Election Results and Turnout by Party Registration
Next I want to drill down to look at the results of an election and the number of voters by party in a specific county, Tompkins. While some election results data is available on the NY BOE site, the more detailed data that I’m looking for has to be retrieved from the Tompkins County BOE. The results and turnout data for 2020 can be found here.
Tompkins County isn’t as helpful as the Census Bureau, or even the NY BOE, the data here is on pdf’s. I will attempt to convert the tables on the pdf’s to csv’s in the future, but for this exercise, I transcribed the totals and created a dataframe that included the number of votes for each candidate on each party line as well as the turnout for registered members of that party.

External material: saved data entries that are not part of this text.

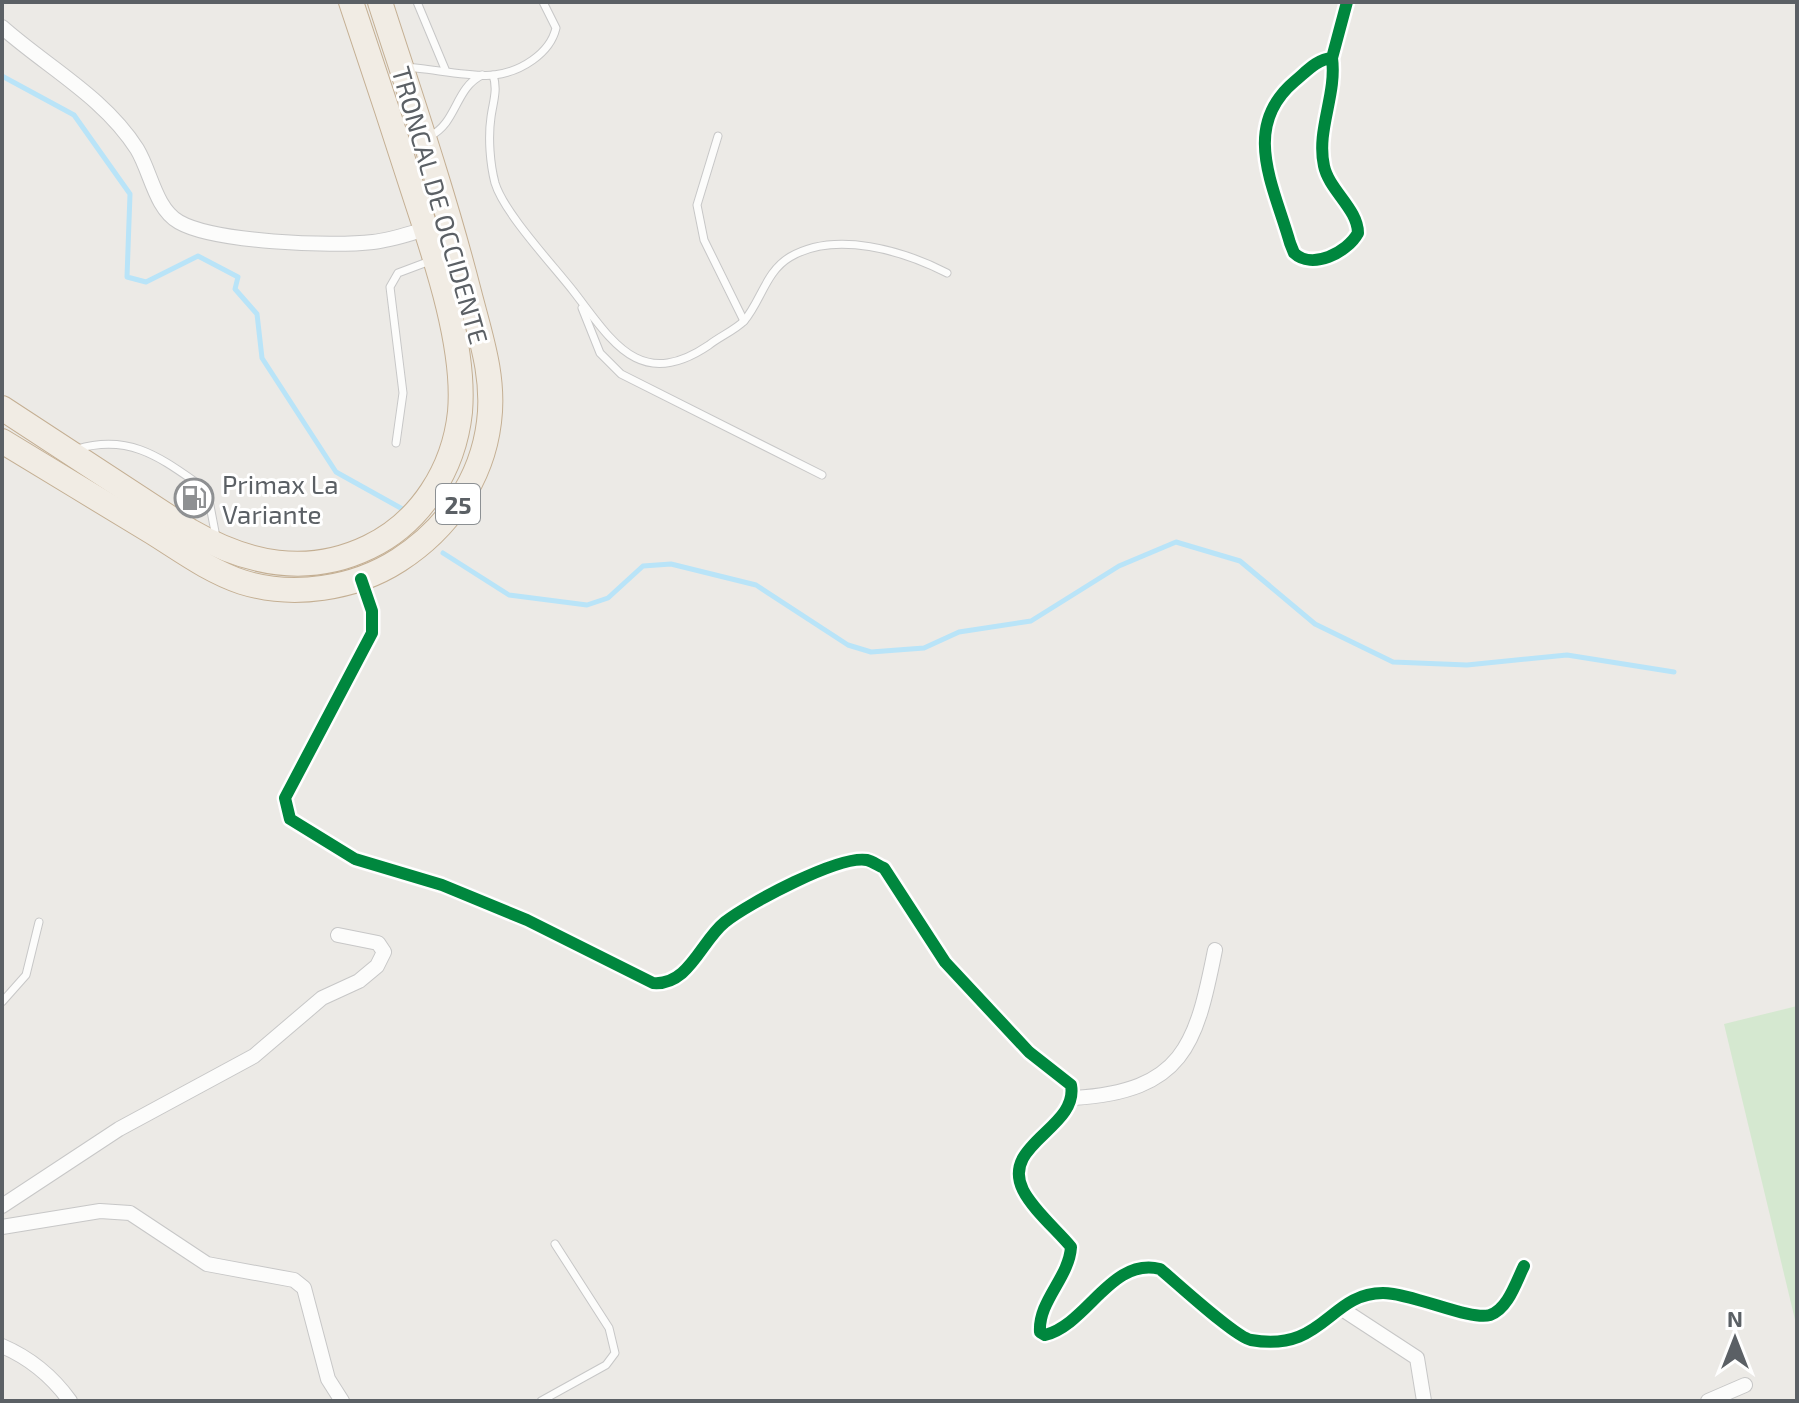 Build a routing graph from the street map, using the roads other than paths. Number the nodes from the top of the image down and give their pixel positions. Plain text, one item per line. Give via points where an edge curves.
1 (351, 2) edge
2 (380, 2) edge
3 (417, 2) edge
4 (543, 2) edge
5 (1347, 2) edge
6 (2, 27) edge
7 (1332, 58) junction
8 (401, 67) junction
9 (445, 69) junction
10 (483, 74) junction
11 (493, 75) junction
12 (718, 136) dead end
13 (424, 139) junction
14 (426, 229) junction
15 (436, 259) junction
16 (947, 273) dead end
17 (577, 295) junction
18 (744, 321) junction
19 (2, 408) edge
20 (2, 441) edge
21 (396, 443) dead end
22 (68, 452) junction
23 (822, 475) dead end
24 (218, 547) junction
25 (361, 579) junction
26 (39, 922) dead end
27 (338, 935) dead end
28 (1215, 950) dead end
29 (2, 1002) edge
30 (1074, 1098) junction
31 (2, 1206) edge
32 (2, 1227) edge
33 (555, 1244) dead end
34 (1524, 1266) dead end
35 (1342, 1309) junction
36 (2, 1346) edge
37 (1745, 1385) dead end
38 (70, 1401) edge
39 (342, 1401) edge
40 (541, 1401) edge
41 (1424, 1401) edge
42 (1708, 1401) edge

1 - 14 highway, TRONCAL DE OCCIDENTE / 25
2 - 8 highway, TRONCAL DE OCCIDENTE / 25
3 - 9 lane
4 - 11 lane via 556,28 546,50
5 - 7 street
6 - 14 street via 94,99 137,149 160,201 177,221 227,235 316,244 375,242
7 - 7 street via 1320,61 1284,90 1266,118 1263,135 1290,243 1294,253 1310,262 1322,260 1358,233 1323,164
8 - 9 lane
8 - 13 highway, TRONCAL DE OCCIDENTE / 25
9 - 10 lane
10 - 11 lane
10 - 13 lane via 465,88 441,131
11 - 17 lane via 490,148 495,182
12 - 18 lane via 697,205 704,240
13 - 25 highway, TRONCAL DE OCCIDENTE / 25 via 489,368 489,420 473,478 449,517 412,552
14 - 15 highway, TRONCAL DE OCCIDENTE / 25
15 - 21 lane via 401,271 390,287 403,393
15 - 24 highway, TRONCAL DE OCCIDENTE / 25 via 460,409 450,456 411,517 350,556 302,565 278,565
16 - 18 lane via 910,254 857,245 804,250 786,259 767,281
17 - 18 lane via 606,338 638,361 660,364 694,355
17 - 23 lane via 600,353 621,374
19 - 22 highway, TRONCAL DE OCCIDENTE / 25
20 - 25 highway, TRONCAL DE OCCIDENTE / 25 via 191,559 240,581 309,589
22 - 24 highway, TRONCAL DE OCCIDENTE / 25
22 - 24 lane via 105,443 147,449 207,490
25 - 30 street via 372,611 372,633 285,798 290,819 355,859 442,885 527,920 653,983 666,984 677,979 723,923 768,893 851,861 868,860 884,868 945,962 1029,1052 1071,1085
26 - 29 lane via 26,975
27 - 31 street via 378,943 384,952 377,966 322,998 254,1056 119,1129
28 - 30 street via 1204,1009 1186,1052 1133,1089
30 - 35 street via 1021,1159 1022,1189 1071,1247 1070,1262 1039,1320 1040,1332 1054,1333 1075,1322 1097,1295 1146,1265 1160,1269 1246,1339 1281,1343 1308,1334
32 - 39 street via 100,1211 130,1213 207,1264 294,1280 311,1304 328,1379
33 - 40 lane via 609,1328 615,1353 606,1365
34 - 35 street via 1507,1299 1488,1316 1383,1293 1362,1296
35 - 41 street via 1417,1358
36 - 38 street via 24,1355
37 - 42 street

Looking at the above dataframe and visualization, a couple of things can be noted. The number of votes that a party endorsed candidate receives does not equal the amount of votes for that candidate. This is because a person doesn’t have to vote according to their registration and because the non-affiliated voters votes have to go somewhere.
Just getting started
Getting data about New York’s 23rd Congressional District in this exercise required going three places for data, and that didn’t include getting data for the counties in the 23rd besides Tompkins.
While I gained some understanding of the district, I don’t know if this is a good district, that would require more data and modeling statewide districts in an attempt to ascertain if this is a good district by some metric(s).
I help this exercise was helpful, I plan to dive deeper into redistricting in the future.